[Stored data entries]
┄┄┄┄┄┄┄┄┄┄┄┄┄┄┄┄┄┄┄┄

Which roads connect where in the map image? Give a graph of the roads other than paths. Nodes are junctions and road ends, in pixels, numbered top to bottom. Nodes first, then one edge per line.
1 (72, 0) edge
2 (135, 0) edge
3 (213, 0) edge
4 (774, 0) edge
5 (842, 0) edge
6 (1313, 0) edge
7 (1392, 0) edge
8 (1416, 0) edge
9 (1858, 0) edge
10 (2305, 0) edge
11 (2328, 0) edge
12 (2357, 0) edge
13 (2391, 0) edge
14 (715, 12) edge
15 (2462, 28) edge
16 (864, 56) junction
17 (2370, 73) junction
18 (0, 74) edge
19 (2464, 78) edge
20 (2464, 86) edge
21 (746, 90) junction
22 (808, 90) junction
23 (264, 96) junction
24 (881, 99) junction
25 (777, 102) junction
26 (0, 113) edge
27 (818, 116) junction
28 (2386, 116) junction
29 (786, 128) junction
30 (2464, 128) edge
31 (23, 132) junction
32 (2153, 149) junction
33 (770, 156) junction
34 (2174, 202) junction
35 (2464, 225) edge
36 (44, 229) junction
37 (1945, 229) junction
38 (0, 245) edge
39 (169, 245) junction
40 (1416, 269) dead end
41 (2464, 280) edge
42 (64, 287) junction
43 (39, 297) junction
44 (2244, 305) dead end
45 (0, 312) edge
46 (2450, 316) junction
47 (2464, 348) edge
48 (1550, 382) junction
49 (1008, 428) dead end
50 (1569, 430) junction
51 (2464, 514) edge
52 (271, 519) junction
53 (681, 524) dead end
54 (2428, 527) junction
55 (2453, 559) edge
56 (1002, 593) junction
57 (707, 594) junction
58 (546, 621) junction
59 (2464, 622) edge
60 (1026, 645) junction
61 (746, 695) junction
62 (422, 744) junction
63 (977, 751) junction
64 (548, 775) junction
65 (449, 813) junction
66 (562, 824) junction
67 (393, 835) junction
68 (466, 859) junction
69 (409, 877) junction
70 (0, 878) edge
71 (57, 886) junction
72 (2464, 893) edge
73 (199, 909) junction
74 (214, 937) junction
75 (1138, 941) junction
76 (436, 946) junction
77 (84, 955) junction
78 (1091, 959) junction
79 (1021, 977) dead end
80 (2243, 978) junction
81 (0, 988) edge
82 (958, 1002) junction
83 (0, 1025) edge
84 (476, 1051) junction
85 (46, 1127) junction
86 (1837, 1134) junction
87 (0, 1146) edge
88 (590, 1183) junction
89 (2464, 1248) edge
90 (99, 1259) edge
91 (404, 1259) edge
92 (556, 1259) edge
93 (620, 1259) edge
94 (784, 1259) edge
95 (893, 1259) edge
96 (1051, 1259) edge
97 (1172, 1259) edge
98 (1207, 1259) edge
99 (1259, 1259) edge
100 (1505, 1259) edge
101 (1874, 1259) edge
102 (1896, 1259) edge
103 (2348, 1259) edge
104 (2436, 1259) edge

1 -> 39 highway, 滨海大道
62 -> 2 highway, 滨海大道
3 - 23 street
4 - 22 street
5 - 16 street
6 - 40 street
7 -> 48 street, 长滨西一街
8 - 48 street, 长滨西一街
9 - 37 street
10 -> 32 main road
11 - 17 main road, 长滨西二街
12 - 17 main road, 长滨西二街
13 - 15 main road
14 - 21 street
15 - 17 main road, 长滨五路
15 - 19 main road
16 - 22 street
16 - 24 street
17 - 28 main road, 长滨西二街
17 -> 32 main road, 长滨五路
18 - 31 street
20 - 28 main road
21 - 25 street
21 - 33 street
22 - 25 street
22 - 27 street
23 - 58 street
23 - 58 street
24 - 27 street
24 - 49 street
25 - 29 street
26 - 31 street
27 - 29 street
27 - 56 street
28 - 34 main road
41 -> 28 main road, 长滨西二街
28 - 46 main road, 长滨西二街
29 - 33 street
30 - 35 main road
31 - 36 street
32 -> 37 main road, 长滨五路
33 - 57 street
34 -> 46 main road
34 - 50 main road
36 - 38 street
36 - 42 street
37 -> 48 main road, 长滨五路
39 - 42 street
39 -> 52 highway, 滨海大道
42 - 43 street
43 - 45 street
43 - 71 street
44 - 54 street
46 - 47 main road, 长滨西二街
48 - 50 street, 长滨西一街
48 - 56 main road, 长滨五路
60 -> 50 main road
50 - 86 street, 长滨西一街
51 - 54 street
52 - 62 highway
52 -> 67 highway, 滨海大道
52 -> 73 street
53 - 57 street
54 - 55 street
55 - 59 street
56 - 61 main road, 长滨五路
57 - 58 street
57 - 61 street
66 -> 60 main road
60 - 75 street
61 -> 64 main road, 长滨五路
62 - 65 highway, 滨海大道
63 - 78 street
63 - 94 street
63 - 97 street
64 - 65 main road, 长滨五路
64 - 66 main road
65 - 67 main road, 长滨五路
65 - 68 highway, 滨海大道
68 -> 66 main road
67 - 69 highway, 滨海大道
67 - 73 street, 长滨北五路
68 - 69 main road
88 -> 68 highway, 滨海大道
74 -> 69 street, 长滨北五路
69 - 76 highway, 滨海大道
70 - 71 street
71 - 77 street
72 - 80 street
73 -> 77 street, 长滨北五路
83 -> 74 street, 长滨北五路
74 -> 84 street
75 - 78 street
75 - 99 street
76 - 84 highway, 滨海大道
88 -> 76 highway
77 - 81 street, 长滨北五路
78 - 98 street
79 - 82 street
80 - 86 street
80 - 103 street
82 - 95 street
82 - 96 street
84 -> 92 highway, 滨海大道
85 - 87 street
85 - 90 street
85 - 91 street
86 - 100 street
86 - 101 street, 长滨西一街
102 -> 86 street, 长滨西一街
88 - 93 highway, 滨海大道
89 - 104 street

┄┄┄┄┄┄┄┄┄┄┄┄┄┄┄┄┄┄┄┄

From the data above, gather every line that includes the word "长滨西二街".

| Written answer |
11 - 17 main road, 长滨西二街
12 - 17 main road, 长滨西二街
17 - 28 main road, 长滨西二街
41 -> 28 main road, 长滨西二街
28 - 46 main road, 长滨西二街
46 - 47 main road, 长滨西二街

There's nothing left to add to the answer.